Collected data
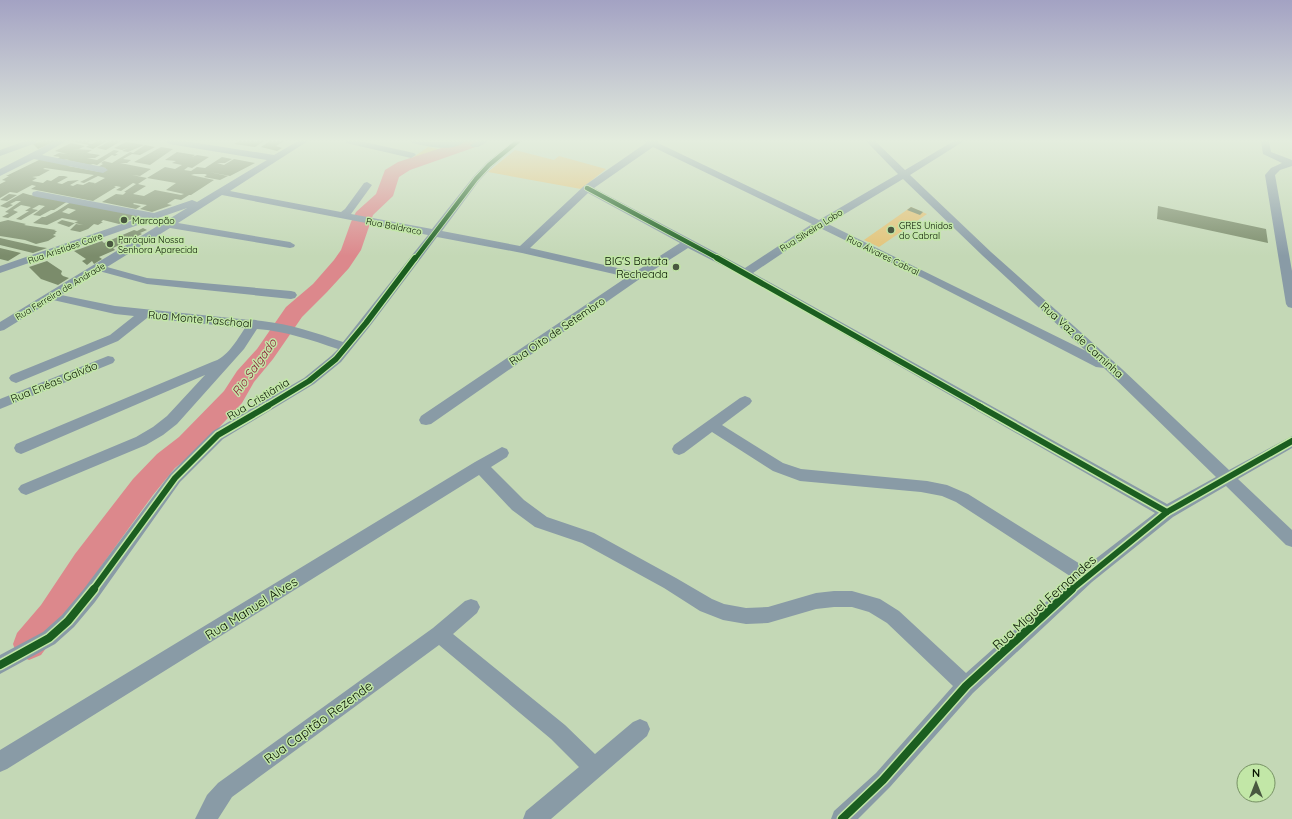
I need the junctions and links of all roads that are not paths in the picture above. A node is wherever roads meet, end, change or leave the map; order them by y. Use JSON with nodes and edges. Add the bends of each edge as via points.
{"nodes":[{"id":1,"x":241,"y":179,"type":"edge"},
{"id":2,"x":477,"y":179,"type":"edge"},
{"id":3,"x":599,"y":179,"type":"edge"},
{"id":4,"x":724,"y":179,"type":"edge"},
{"id":5,"x":896,"y":179,"type":"edge"},
{"id":6,"x":910,"y":179,"type":"edge"},
{"id":7,"x":1271,"y":179,"type":"edge"},
{"id":8,"x":367,"y":185,"type":"dead end"},
{"id":9,"x":587,"y":188,"type":"junction"},
{"id":10,"x":220,"y":192,"type":"junction"},
{"id":11,"x":37,"y":194,"type":"dead end"},
{"id":12,"x":154,"y":216,"type":"junction"},
{"id":13,"x":345,"y":216,"type":"junction"},
{"id":14,"x":137,"y":223,"type":"junction"},
{"id":15,"x":820,"y":224,"type":"junction"},
{"id":16,"x":164,"y":227,"type":"junction"},
{"id":17,"x":433,"y":233,"type":"junction"},
{"id":18,"x":688,"y":244,"type":"junction"},
{"id":19,"x":290,"y":245,"type":"dead end"},
{"id":20,"x":522,"y":250,"type":"junction"},
{"id":21,"x":3,"y":267,"type":"edge"},
{"id":22,"x":99,"y":268,"type":"junction"},
{"id":23,"x":745,"y":273,"type":"junction"},
{"id":24,"x":637,"y":276,"type":"junction"},
{"id":25,"x":290,"y":295,"type":"dead end"},
{"id":26,"x":51,"y":296,"type":"junction"},
{"id":27,"x":1292,"y":304,"type":"edge"},
{"id":28,"x":144,"y":314,"type":"junction"},
{"id":29,"x":254,"y":323,"type":"junction"},
{"id":30,"x":0,"y":327,"type":"edge"},
{"id":31,"x":346,"y":347,"type":"junction"},
{"id":32,"x":108,"y":360,"type":"dead end"},
{"id":33,"x":223,"y":363,"type":"junction"},
{"id":34,"x":1117,"y":372,"type":"junction"},
{"id":35,"x":16,"y":378,"type":"dead end"},
{"id":36,"x":745,"y":401,"type":"dead end"},
{"id":37,"x":0,"y":404,"type":"edge"},
{"id":38,"x":426,"y":420,"type":"dead end"},
{"id":39,"x":712,"y":425,"type":"junction"},
{"id":40,"x":1292,"y":441,"type":"edge"},
{"id":41,"x":20,"y":448,"type":"dead end"},
{"id":42,"x":679,"y":449,"type":"dead end"},
{"id":43,"x":502,"y":453,"type":"dead end"},
{"id":44,"x":480,"y":466,"type":"junction"},
{"id":45,"x":1227,"y":478,"type":"junction"},
{"id":46,"x":26,"y":489,"type":"dead end"},
{"id":47,"x":1168,"y":512,"type":"junction"},
{"id":48,"x":1292,"y":540,"type":"edge"},
{"id":49,"x":1086,"y":577,"type":"junction"},
{"id":50,"x":471,"y":607,"type":"dead end"},
{"id":51,"x":439,"y":634,"type":"junction"},
{"id":52,"x":0,"y":665,"type":"edge"},
{"id":53,"x":966,"y":686,"type":"junction"},
{"id":54,"x":640,"y":729,"type":"dead end"},
{"id":55,"x":0,"y":762,"type":"edge"},
{"id":56,"x":594,"y":768,"type":"junction"},
{"id":57,"x":206,"y":819,"type":"edge"},
{"id":58,"x":534,"y":819,"type":"edge"},
{"id":59,"x":842,"y":819,"type":"edge"}],
"edges":[{"from":1,"to":10,"type":"street","name":"Rua Ferreira de Andrade"},
{"from":2,"to":17,"type":"street","name":"Rua Cristiânia"},
{"from":3,"to":9,"type":"street"},
{"from":4,"to":15,"type":"street","name":"Rua Álvares Cabral"},
{"from":5,"to":15,"type":"street","name":"Rua Silveira Lobo"},
{"from":6,"to":34,"type":"street","name":"Rua Vaz de Caminha","via":[[987,254]]},
{"from":7,"to":27,"type":"street"},
{"from":8,"to":13,"type":"street"},
{"from":9,"to":18,"type":"street"},
{"from":9,"to":20,"type":"street"},
{"from":10,"to":12,"type":"street","name":"Rua Aristides Caire"},
{"from":10,"to":13,"type":"street","name":"Rua Baldraco"},
{"from":10,"to":16,"type":"street","name":"Rua Ferreira de Andrade"},
{"from":11,"to":12,"type":"street"},
{"from":12,"to":14,"type":"street","name":"Rua Aristides Caire"},
{"from":13,"to":17,"type":"street","name":"Rua Baldraco"},
{"from":14,"to":16,"type":"street"},
{"from":14,"to":21,"type":"street","name":"Rua Aristides Caire"},
{"from":15,"to":23,"type":"street","name":"Rua Silveira Lobo"},
{"from":15,"to":34,"type":"street","name":"Rua Álvares Cabral"},
{"from":16,"to":19,"type":"street"},
{"from":16,"to":22,"type":"street","name":"Rua Ferreira de Andrade"},
{"from":17,"to":20,"type":"street","name":"Rua Baldraco"},
{"from":17,"to":31,"type":"street","name":"Rua Cristiânia"},
{"from":18,"to":23,"type":"street"},
{"from":18,"to":24,"type":"street","name":"Rua Oito de Setembro"},
{"from":20,"to":24,"type":"street","name":"Rua Baldraco"},
{"from":22,"to":25,"type":"street","via":[[147,281]]},
{"from":22,"to":26,"type":"street","name":"Rua Ferreira de Andrade"},
{"from":23,"to":47,"type":"street"},
{"from":24,"to":38,"type":"street","name":"Rua Oito de Setembro"},
{"from":26,"to":28,"type":"street","name":"Rua Monte Paschoal"},
{"from":26,"to":30,"type":"street","name":"Rua Ferreira de Andrade"},
{"from":28,"to":29,"type":"street","name":"Rua Monte Paschoal"},
{"from":28,"to":35,"type":"street","via":[[114,338]]},
{"from":29,"to":31,"type":"street","name":"Rua Monte Paschoal","via":[[300,332]]},
{"from":29,"to":33,"type":"street","via":[[239,346]]},
{"from":31,"to":52,"type":"street","name":"Rua Cristiânia","via":[[323,371],[218,435],[204,447],[175,478],[68,621],[49,638]]},
{"from":32,"to":37,"type":"street","name":"Rua Enéas Galvão"},
{"from":33,"to":41,"type":"street"},
{"from":33,"to":46,"type":"street","via":[[172,420],[158,431],[141,441]]},
{"from":34,"to":45,"type":"street","name":"Rua Vaz de Caminha"},
{"from":36,"to":39,"type":"street"},
{"from":39,"to":42,"type":"street"},
{"from":39,"to":49,"type":"street","via":[[778,467],[800,475],[921,486],[950,492]]},
{"from":40,"to":45,"type":"street","name":"Rua Miguel Fernandes"},
{"from":43,"to":44,"type":"street","name":"Rua Manuel Alves"},
{"from":44,"to":53,"type":"street","via":[[518,505],[541,522],[588,538],[706,605],[724,612],[746,616],[768,615],[816,601],[834,599],[852,599],[874,605],[893,617]]},
{"from":44,"to":55,"type":"street","name":"Rua Manuel Alves"},
{"from":45,"to":47,"type":"street","name":"Rua Miguel Fernandes"},
{"from":45,"to":48,"type":"street","name":"Rua Vaz de Caminha"},
{"from":47,"to":49,"type":"street","name":"Rua Miguel Fernandes"},
{"from":49,"to":53,"type":"street","name":"Rua Miguel Fernandes"},
{"from":50,"to":51,"type":"street","name":"Rua Capitão Rezende"},
{"from":51,"to":56,"type":"street","via":[[558,732]]},
{"from":51,"to":57,"type":"street","name":"Rua Capitão Rezende","via":[[225,790]]},
{"from":53,"to":59,"type":"street","name":"Rua Miguel Fernandes","via":[[883,780]]},
{"from":54,"to":56,"type":"street"},
{"from":56,"to":58,"type":"street"}]}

WORK TO COMPLETE
An exact copy of the data is required, with the pictures excluded.

RESULT OF THE TASK
I need the junctions and links of all roads that are not paths in the picture above. A node is wherever roads meet, end, change or leave the map; order them by y. Use JSON with nodes and edges. Add the bends of each edge as via points.
{"nodes":[{"id":1,"x":241,"y":179,"type":"edge"},
{"id":2,"x":477,"y":179,"type":"edge"},
{"id":3,"x":599,"y":179,"type":"edge"},
{"id":4,"x":724,"y":179,"type":"edge"},
{"id":5,"x":896,"y":179,"type":"edge"},
{"id":6,"x":910,"y":179,"type":"edge"},
{"id":7,"x":1271,"y":179,"type":"edge"},
{"id":8,"x":367,"y":185,"type":"dead end"},
{"id":9,"x":587,"y":188,"type":"junction"},
{"id":10,"x":220,"y":192,"type":"junction"},
{"id":11,"x":37,"y":194,"type":"dead end"},
{"id":12,"x":154,"y":216,"type":"junction"},
{"id":13,"x":345,"y":216,"type":"junction"},
{"id":14,"x":137,"y":223,"type":"junction"},
{"id":15,"x":820,"y":224,"type":"junction"},
{"id":16,"x":164,"y":227,"type":"junction"},
{"id":17,"x":433,"y":233,"type":"junction"},
{"id":18,"x":688,"y":244,"type":"junction"},
{"id":19,"x":290,"y":245,"type":"dead end"},
{"id":20,"x":522,"y":250,"type":"junction"},
{"id":21,"x":3,"y":267,"type":"edge"},
{"id":22,"x":99,"y":268,"type":"junction"},
{"id":23,"x":745,"y":273,"type":"junction"},
{"id":24,"x":637,"y":276,"type":"junction"},
{"id":25,"x":290,"y":295,"type":"dead end"},
{"id":26,"x":51,"y":296,"type":"junction"},
{"id":27,"x":1292,"y":304,"type":"edge"},
{"id":28,"x":144,"y":314,"type":"junction"},
{"id":29,"x":254,"y":323,"type":"junction"},
{"id":30,"x":0,"y":327,"type":"edge"},
{"id":31,"x":346,"y":347,"type":"junction"},
{"id":32,"x":108,"y":360,"type":"dead end"},
{"id":33,"x":223,"y":363,"type":"junction"},
{"id":34,"x":1117,"y":372,"type":"junction"},
{"id":35,"x":16,"y":378,"type":"dead end"},
{"id":36,"x":745,"y":401,"type":"dead end"},
{"id":37,"x":0,"y":404,"type":"edge"},
{"id":38,"x":426,"y":420,"type":"dead end"},
{"id":39,"x":712,"y":425,"type":"junction"},
{"id":40,"x":1292,"y":441,"type":"edge"},
{"id":41,"x":20,"y":448,"type":"dead end"},
{"id":42,"x":679,"y":449,"type":"dead end"},
{"id":43,"x":502,"y":453,"type":"dead end"},
{"id":44,"x":480,"y":466,"type":"junction"},
{"id":45,"x":1227,"y":478,"type":"junction"},
{"id":46,"x":26,"y":489,"type":"dead end"},
{"id":47,"x":1168,"y":512,"type":"junction"},
{"id":48,"x":1292,"y":540,"type":"edge"},
{"id":49,"x":1086,"y":577,"type":"junction"},
{"id":50,"x":471,"y":607,"type":"dead end"},
{"id":51,"x":439,"y":634,"type":"junction"},
{"id":52,"x":0,"y":665,"type":"edge"},
{"id":53,"x":966,"y":686,"type":"junction"},
{"id":54,"x":640,"y":729,"type":"dead end"},
{"id":55,"x":0,"y":762,"type":"edge"},
{"id":56,"x":594,"y":768,"type":"junction"},
{"id":57,"x":206,"y":819,"type":"edge"},
{"id":58,"x":534,"y":819,"type":"edge"},
{"id":59,"x":842,"y":819,"type":"edge"}],
"edges":[{"from":1,"to":10,"type":"street","name":"Rua Ferreira de Andrade"},
{"from":2,"to":17,"type":"street","name":"Rua Cristiânia"},
{"from":3,"to":9,"type":"street"},
{"from":4,"to":15,"type":"street","name":"Rua Álvares Cabral"},
{"from":5,"to":15,"type":"street","name":"Rua Silveira Lobo"},
{"from":6,"to":34,"type":"street","name":"Rua Vaz de Caminha","via":[[987,254]]},
{"from":7,"to":27,"type":"street"},
{"from":8,"to":13,"type":"street"},
{"from":9,"to":18,"type":"street"},
{"from":9,"to":20,"type":"street"},
{"from":10,"to":12,"type":"street","name":"Rua Aristides Caire"},
{"from":10,"to":13,"type":"street","name":"Rua Baldraco"},
{"from":10,"to":16,"type":"street","name":"Rua Ferreira de Andrade"},
{"from":11,"to":12,"type":"street"},
{"from":12,"to":14,"type":"street","name":"Rua Aristides Caire"},
{"from":13,"to":17,"type":"street","name":"Rua Baldraco"},
{"from":14,"to":16,"type":"street"},
{"from":14,"to":21,"type":"street","name":"Rua Aristides Caire"},
{"from":15,"to":23,"type":"street","name":"Rua Silveira Lobo"},
{"from":15,"to":34,"type":"street","name":"Rua Álvares Cabral"},
{"from":16,"to":19,"type":"street"},
{"from":16,"to":22,"type":"street","name":"Rua Ferreira de Andrade"},
{"from":17,"to":20,"type":"street","name":"Rua Baldraco"},
{"from":17,"to":31,"type":"street","name":"Rua Cristiânia"},
{"from":18,"to":23,"type":"street"},
{"from":18,"to":24,"type":"street","name":"Rua Oito de Setembro"},
{"from":20,"to":24,"type":"street","name":"Rua Baldraco"},
{"from":22,"to":25,"type":"street","via":[[147,281]]},
{"from":22,"to":26,"type":"street","name":"Rua Ferreira de Andrade"},
{"from":23,"to":47,"type":"street"},
{"from":24,"to":38,"type":"street","name":"Rua Oito de Setembro"},
{"from":26,"to":28,"type":"street","name":"Rua Monte Paschoal"},
{"from":26,"to":30,"type":"street","name":"Rua Ferreira de Andrade"},
{"from":28,"to":29,"type":"street","name":"Rua Monte Paschoal"},
{"from":28,"to":35,"type":"street","via":[[114,338]]},
{"from":29,"to":31,"type":"street","name":"Rua Monte Paschoal","via":[[300,332]]},
{"from":29,"to":33,"type":"street","via":[[239,346]]},
{"from":31,"to":52,"type":"street","name":"Rua Cristiânia","via":[[323,371],[218,435],[204,447],[175,478],[68,621],[49,638]]},
{"from":32,"to":37,"type":"street","name":"Rua Enéas Galvão"},
{"from":33,"to":41,"type":"street"},
{"from":33,"to":46,"type":"street","via":[[172,420],[158,431],[141,441]]},
{"from":34,"to":45,"type":"street","name":"Rua Vaz de Caminha"},
{"from":36,"to":39,"type":"street"},
{"from":39,"to":42,"type":"street"},
{"from":39,"to":49,"type":"street","via":[[778,467],[800,475],[921,486],[950,492]]},
{"from":40,"to":45,"type":"street","name":"Rua Miguel Fernandes"},
{"from":43,"to":44,"type":"street","name":"Rua Manuel Alves"},
{"from":44,"to":53,"type":"street","via":[[518,505],[541,522],[588,538],[706,605],[724,612],[746,616],[768,615],[816,601],[834,599],[852,599],[874,605],[893,617]]},
{"from":44,"to":55,"type":"street","name":"Rua Manuel Alves"},
{"from":45,"to":47,"type":"street","name":"Rua Miguel Fernandes"},
{"from":45,"to":48,"type":"street","name":"Rua Vaz de Caminha"},
{"from":47,"to":49,"type":"street","name":"Rua Miguel Fernandes"},
{"from":49,"to":53,"type":"street","name":"Rua Miguel Fernandes"},
{"from":50,"to":51,"type":"street","name":"Rua Capitão Rezende"},
{"from":51,"to":56,"type":"street","via":[[558,732]]},
{"from":51,"to":57,"type":"street","name":"Rua Capitão Rezende","via":[[225,790]]},
{"from":53,"to":59,"type":"street","name":"Rua Miguel Fernandes","via":[[883,780]]},
{"from":54,"to":56,"type":"street"},
{"from":56,"to":58,"type":"street"}]}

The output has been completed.